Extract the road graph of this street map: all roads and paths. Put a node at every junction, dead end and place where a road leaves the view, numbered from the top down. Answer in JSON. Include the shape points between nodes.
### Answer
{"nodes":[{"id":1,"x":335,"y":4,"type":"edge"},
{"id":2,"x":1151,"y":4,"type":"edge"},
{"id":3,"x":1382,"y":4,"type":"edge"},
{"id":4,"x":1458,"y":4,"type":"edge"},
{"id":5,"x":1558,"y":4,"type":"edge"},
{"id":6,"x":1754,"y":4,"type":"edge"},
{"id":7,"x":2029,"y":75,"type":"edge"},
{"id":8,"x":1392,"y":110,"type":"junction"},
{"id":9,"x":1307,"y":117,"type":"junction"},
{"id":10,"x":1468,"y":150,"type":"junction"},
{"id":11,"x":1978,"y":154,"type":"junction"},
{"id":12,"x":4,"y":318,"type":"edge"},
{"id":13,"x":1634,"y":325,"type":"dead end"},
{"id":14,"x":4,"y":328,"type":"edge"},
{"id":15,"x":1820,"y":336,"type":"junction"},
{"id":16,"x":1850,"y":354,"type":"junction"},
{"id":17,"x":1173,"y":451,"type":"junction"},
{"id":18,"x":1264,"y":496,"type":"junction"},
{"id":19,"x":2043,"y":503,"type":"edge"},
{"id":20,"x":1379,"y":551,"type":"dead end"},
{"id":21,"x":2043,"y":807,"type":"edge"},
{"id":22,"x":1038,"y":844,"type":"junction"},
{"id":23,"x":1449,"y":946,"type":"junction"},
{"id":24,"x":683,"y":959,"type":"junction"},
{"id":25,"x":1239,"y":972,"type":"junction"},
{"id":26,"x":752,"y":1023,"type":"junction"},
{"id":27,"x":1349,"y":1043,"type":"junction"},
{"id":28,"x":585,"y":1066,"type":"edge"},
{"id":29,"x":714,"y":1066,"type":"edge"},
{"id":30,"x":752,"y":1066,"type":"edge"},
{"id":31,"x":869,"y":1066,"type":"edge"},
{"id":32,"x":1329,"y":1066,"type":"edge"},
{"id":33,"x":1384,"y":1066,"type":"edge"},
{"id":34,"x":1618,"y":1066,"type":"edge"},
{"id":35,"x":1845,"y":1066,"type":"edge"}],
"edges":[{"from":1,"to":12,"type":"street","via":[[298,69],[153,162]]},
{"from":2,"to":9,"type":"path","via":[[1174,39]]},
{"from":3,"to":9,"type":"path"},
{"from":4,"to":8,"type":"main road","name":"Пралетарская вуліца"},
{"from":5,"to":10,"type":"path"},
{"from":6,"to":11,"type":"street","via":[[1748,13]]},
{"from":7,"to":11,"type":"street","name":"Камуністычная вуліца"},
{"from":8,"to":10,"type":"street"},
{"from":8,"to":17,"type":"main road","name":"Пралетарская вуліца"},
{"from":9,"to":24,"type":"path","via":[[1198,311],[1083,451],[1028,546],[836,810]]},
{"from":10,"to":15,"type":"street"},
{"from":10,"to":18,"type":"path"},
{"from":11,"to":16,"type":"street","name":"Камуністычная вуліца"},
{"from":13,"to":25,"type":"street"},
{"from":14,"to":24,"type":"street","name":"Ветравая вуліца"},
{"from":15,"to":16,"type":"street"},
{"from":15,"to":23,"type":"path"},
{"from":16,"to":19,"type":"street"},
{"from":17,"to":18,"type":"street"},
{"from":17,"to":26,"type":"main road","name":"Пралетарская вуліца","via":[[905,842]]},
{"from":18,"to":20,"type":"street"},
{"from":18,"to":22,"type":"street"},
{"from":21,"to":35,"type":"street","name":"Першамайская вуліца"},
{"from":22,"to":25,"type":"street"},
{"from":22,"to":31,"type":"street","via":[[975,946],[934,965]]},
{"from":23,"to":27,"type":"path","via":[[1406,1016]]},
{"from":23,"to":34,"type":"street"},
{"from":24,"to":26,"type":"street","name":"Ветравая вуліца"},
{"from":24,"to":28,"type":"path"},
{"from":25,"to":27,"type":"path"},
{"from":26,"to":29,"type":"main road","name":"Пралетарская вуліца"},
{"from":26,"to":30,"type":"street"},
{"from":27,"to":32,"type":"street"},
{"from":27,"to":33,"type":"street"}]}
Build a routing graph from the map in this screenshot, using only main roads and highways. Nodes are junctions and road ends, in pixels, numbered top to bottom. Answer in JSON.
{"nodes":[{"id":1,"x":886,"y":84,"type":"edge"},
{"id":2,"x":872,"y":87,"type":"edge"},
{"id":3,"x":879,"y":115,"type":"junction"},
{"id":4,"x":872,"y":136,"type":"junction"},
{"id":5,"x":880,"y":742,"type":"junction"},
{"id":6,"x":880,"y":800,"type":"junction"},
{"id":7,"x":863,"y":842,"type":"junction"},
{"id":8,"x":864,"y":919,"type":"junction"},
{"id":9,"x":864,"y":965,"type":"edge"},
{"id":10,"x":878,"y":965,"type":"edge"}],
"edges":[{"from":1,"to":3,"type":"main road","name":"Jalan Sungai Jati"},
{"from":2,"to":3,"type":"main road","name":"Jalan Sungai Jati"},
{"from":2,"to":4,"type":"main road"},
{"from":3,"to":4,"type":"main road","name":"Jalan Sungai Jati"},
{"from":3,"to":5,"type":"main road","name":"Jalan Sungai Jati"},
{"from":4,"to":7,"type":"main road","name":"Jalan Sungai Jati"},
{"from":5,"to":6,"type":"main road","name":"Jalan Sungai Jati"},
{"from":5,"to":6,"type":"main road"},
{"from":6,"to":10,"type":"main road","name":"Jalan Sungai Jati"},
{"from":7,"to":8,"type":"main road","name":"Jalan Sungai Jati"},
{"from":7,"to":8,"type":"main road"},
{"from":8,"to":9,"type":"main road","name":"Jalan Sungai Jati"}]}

.....

WHAT IS NEEDED ▸ Every line of the listing above is to be repeated exactly as written.

OUTPUT ▸
Extract the road graph of this street map: all roads and paths. Put a node at every junction, dead end and place where a road leaves the view, numbered from the top down. Answer in JSON. Include the shape points between nodes.
### Answer
{"nodes":[{"id":1,"x":335,"y":4,"type":"edge"},
{"id":2,"x":1151,"y":4,"type":"edge"},
{"id":3,"x":1382,"y":4,"type":"edge"},
{"id":4,"x":1458,"y":4,"type":"edge"},
{"id":5,"x":1558,"y":4,"type":"edge"},
{"id":6,"x":1754,"y":4,"type":"edge"},
{"id":7,"x":2029,"y":75,"type":"edge"},
{"id":8,"x":1392,"y":110,"type":"junction"},
{"id":9,"x":1307,"y":117,"type":"junction"},
{"id":10,"x":1468,"y":150,"type":"junction"},
{"id":11,"x":1978,"y":154,"type":"junction"},
{"id":12,"x":4,"y":318,"type":"edge"},
{"id":13,"x":1634,"y":325,"type":"dead end"},
{"id":14,"x":4,"y":328,"type":"edge"},
{"id":15,"x":1820,"y":336,"type":"junction"},
{"id":16,"x":1850,"y":354,"type":"junction"},
{"id":17,"x":1173,"y":451,"type":"junction"},
{"id":18,"x":1264,"y":496,"type":"junction"},
{"id":19,"x":2043,"y":503,"type":"edge"},
{"id":20,"x":1379,"y":551,"type":"dead end"},
{"id":21,"x":2043,"y":807,"type":"edge"},
{"id":22,"x":1038,"y":844,"type":"junction"},
{"id":23,"x":1449,"y":946,"type":"junction"},
{"id":24,"x":683,"y":959,"type":"junction"},
{"id":25,"x":1239,"y":972,"type":"junction"},
{"id":26,"x":752,"y":1023,"type":"junction"},
{"id":27,"x":1349,"y":1043,"type":"junction"},
{"id":28,"x":585,"y":1066,"type":"edge"},
{"id":29,"x":714,"y":1066,"type":"edge"},
{"id":30,"x":752,"y":1066,"type":"edge"},
{"id":31,"x":869,"y":1066,"type":"edge"},
{"id":32,"x":1329,"y":1066,"type":"edge"},
{"id":33,"x":1384,"y":1066,"type":"edge"},
{"id":34,"x":1618,"y":1066,"type":"edge"},
{"id":35,"x":1845,"y":1066,"type":"edge"}],
"edges":[{"from":1,"to":12,"type":"street","via":[[298,69],[153,162]]},
{"from":2,"to":9,"type":"path","via":[[1174,39]]},
{"from":3,"to":9,"type":"path"},
{"from":4,"to":8,"type":"main road","name":"Пралетарская вуліца"},
{"from":5,"to":10,"type":"path"},
{"from":6,"to":11,"type":"street","via":[[1748,13]]},
{"from":7,"to":11,"type":"street","name":"Камуністычная вуліца"},
{"from":8,"to":10,"type":"street"},
{"from":8,"to":17,"type":"main road","name":"Пралетарская вуліца"},
{"from":9,"to":24,"type":"path","via":[[1198,311],[1083,451],[1028,546],[836,810]]},
{"from":10,"to":15,"type":"street"},
{"from":10,"to":18,"type":"path"},
{"from":11,"to":16,"type":"street","name":"Камуністычная вуліца"},
{"from":13,"to":25,"type":"street"},
{"from":14,"to":24,"type":"street","name":"Ветравая вуліца"},
{"from":15,"to":16,"type":"street"},
{"from":15,"to":23,"type":"path"},
{"from":16,"to":19,"type":"street"},
{"from":17,"to":18,"type":"street"},
{"from":17,"to":26,"type":"main road","name":"Пралетарская вуліца","via":[[905,842]]},
{"from":18,"to":20,"type":"street"},
{"from":18,"to":22,"type":"street"},
{"from":21,"to":35,"type":"street","name":"Першамайская вуліца"},
{"from":22,"to":25,"type":"street"},
{"from":22,"to":31,"type":"street","via":[[975,946],[934,965]]},
{"from":23,"to":27,"type":"path","via":[[1406,1016]]},
{"from":23,"to":34,"type":"street"},
{"from":24,"to":26,"type":"street","name":"Ветравая вуліца"},
{"from":24,"to":28,"type":"path"},
{"from":25,"to":27,"type":"path"},
{"from":26,"to":29,"type":"main road","name":"Пралетарская вуліца"},
{"from":26,"to":30,"type":"street"},
{"from":27,"to":32,"type":"street"},
{"from":27,"to":33,"type":"street"}]}
Build a routing graph from the map in this screenshot, using only main roads and highways. Nodes are junctions and road ends, in pixels, numbered top to bottom. Answer in JSON.
{"nodes":[{"id":1,"x":886,"y":84,"type":"edge"},
{"id":2,"x":872,"y":87,"type":"edge"},
{"id":3,"x":879,"y":115,"type":"junction"},
{"id":4,"x":872,"y":136,"type":"junction"},
{"id":5,"x":880,"y":742,"type":"junction"},
{"id":6,"x":880,"y":800,"type":"junction"},
{"id":7,"x":863,"y":842,"type":"junction"},
{"id":8,"x":864,"y":919,"type":"junction"},
{"id":9,"x":864,"y":965,"type":"edge"},
{"id":10,"x":878,"y":965,"type":"edge"}],
"edges":[{"from":1,"to":3,"type":"main road","name":"Jalan Sungai Jati"},
{"from":2,"to":3,"type":"main road","name":"Jalan Sungai Jati"},
{"from":2,"to":4,"type":"main road"},
{"from":3,"to":4,"type":"main road","name":"Jalan Sungai Jati"},
{"from":3,"to":5,"type":"main road","name":"Jalan Sungai Jati"},
{"from":4,"to":7,"type":"main road","name":"Jalan Sungai Jati"},
{"from":5,"to":6,"type":"main road","name":"Jalan Sungai Jati"},
{"from":5,"to":6,"type":"main road"},
{"from":6,"to":10,"type":"main road","name":"Jalan Sungai Jati"},
{"from":7,"to":8,"type":"main road","name":"Jalan Sungai Jati"},
{"from":7,"to":8,"type":"main road"},
{"from":8,"to":9,"type":"main road","name":"Jalan Sungai Jati"}]}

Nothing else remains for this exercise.